[PROBLEM TO SOLVE]:
What is the number of lines in these records that hold the word "roads"? Reply with that number alone.

(EXERCISE MATERIALS)

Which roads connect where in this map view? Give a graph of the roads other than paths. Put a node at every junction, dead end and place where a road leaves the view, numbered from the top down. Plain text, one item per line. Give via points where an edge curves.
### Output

(End EXERCISE MATERIALS)
(EXERCISE MATERIALS)

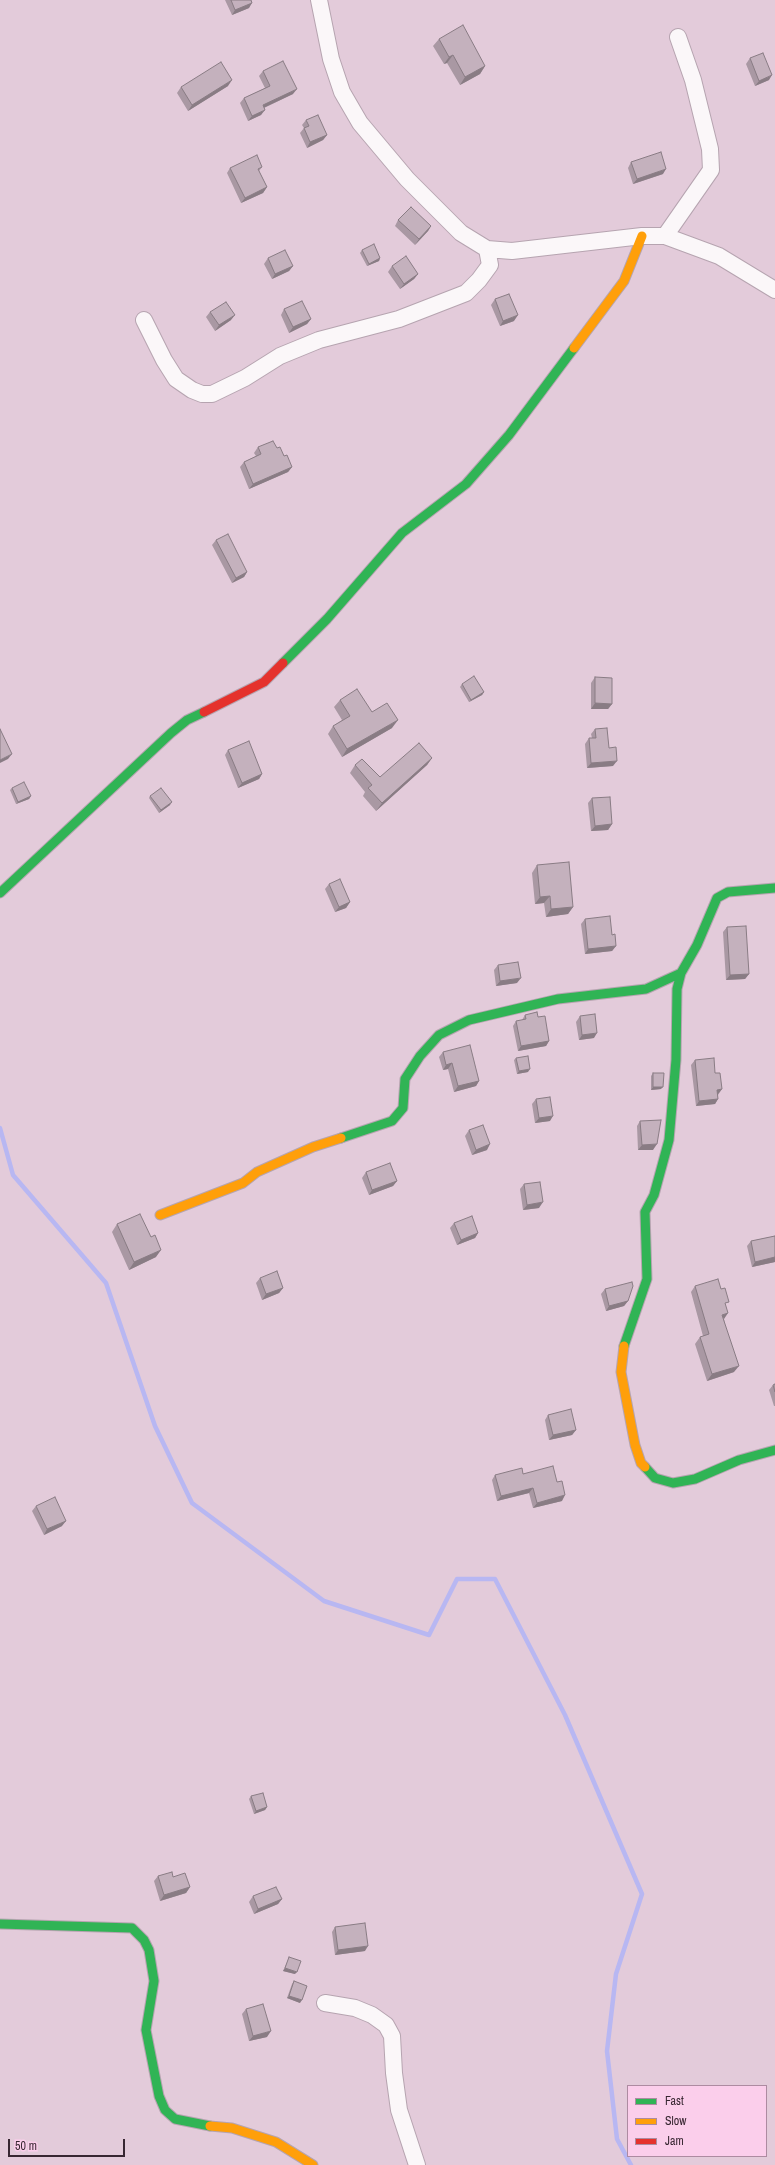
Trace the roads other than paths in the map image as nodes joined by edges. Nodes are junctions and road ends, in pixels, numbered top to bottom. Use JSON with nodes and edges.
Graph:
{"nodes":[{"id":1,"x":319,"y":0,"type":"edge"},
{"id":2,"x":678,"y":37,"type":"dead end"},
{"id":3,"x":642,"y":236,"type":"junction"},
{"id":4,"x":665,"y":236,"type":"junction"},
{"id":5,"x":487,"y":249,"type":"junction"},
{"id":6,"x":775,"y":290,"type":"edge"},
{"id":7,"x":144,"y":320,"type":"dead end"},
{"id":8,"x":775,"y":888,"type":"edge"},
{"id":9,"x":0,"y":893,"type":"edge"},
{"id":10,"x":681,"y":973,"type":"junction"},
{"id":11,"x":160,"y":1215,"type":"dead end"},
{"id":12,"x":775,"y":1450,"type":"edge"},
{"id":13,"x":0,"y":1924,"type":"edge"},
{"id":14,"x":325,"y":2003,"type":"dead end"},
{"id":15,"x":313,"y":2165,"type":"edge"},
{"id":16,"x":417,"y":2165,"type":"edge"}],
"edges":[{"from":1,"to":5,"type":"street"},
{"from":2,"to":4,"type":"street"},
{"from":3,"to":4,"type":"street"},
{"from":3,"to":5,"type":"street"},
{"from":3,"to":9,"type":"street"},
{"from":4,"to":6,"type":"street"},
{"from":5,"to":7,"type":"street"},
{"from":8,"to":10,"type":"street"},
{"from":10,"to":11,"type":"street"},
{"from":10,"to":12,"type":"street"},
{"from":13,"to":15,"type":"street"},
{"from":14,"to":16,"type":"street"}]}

(End EXERCISE MATERIALS)
(EXERCISE MATERIALS)

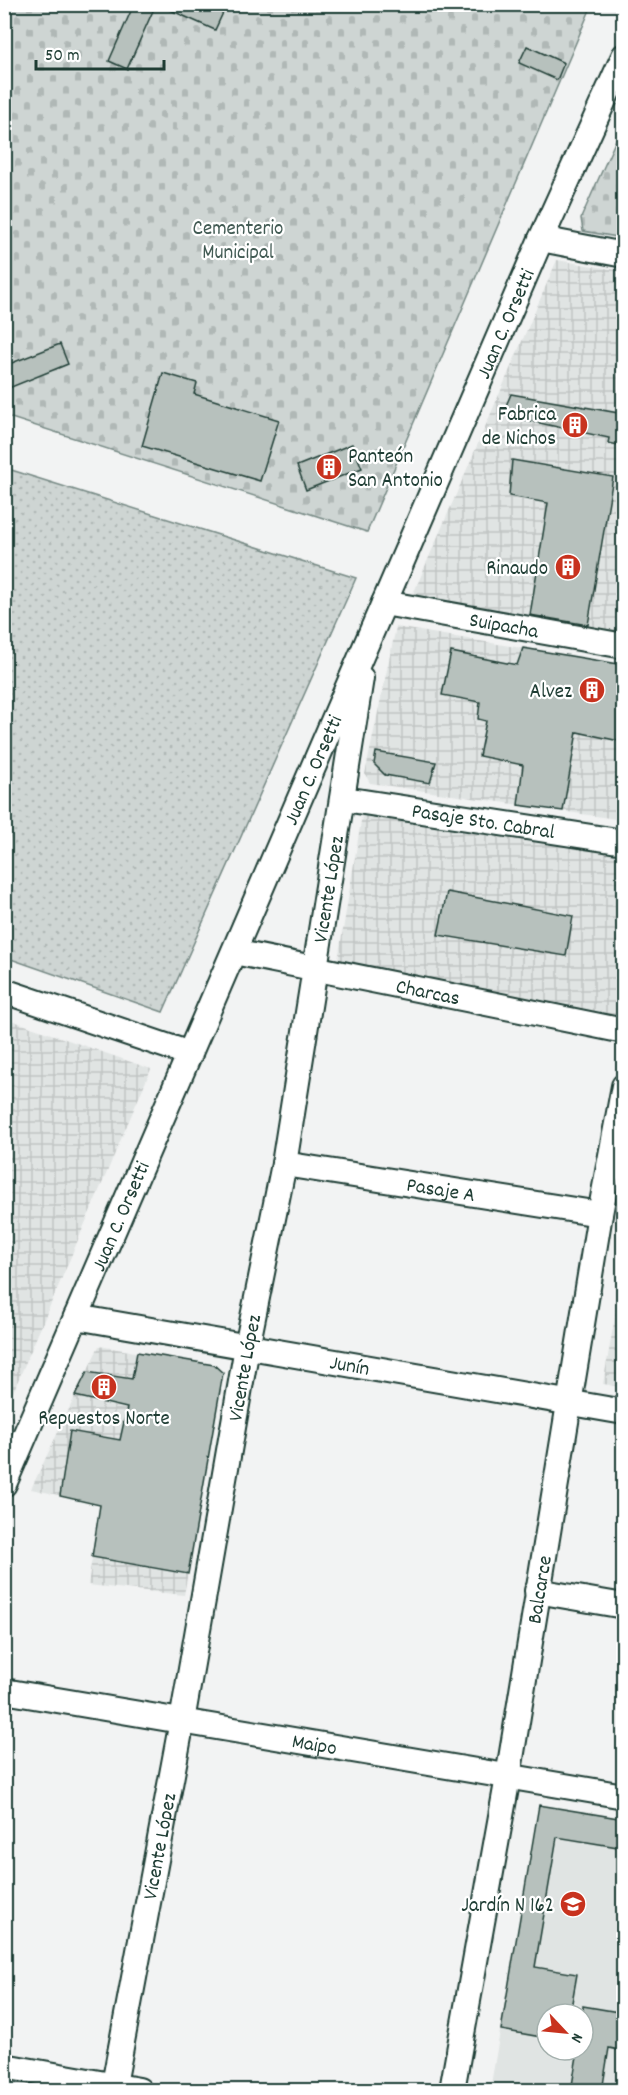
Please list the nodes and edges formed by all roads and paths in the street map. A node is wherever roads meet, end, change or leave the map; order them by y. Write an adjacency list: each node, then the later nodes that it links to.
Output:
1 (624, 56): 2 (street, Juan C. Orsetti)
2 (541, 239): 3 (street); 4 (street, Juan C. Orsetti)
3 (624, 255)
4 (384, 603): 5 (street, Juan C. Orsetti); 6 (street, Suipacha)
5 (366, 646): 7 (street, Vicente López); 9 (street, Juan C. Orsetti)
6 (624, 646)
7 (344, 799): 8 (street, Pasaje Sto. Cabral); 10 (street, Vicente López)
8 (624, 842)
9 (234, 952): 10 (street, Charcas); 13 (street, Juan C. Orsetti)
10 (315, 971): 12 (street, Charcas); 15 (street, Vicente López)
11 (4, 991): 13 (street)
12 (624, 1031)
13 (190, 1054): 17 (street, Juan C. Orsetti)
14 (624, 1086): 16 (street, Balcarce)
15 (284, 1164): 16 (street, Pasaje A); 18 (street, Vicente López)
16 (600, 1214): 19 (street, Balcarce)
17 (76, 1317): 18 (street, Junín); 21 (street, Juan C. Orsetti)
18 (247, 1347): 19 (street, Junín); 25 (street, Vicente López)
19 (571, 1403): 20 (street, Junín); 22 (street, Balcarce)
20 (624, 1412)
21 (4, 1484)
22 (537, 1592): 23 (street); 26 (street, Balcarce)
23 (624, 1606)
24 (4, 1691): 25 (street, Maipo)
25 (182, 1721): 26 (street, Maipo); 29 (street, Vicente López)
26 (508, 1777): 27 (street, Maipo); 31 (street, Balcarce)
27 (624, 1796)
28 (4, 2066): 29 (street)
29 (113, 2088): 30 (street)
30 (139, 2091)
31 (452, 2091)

(End EXERCISE MATERIALS)

[THE ANSWER]:
3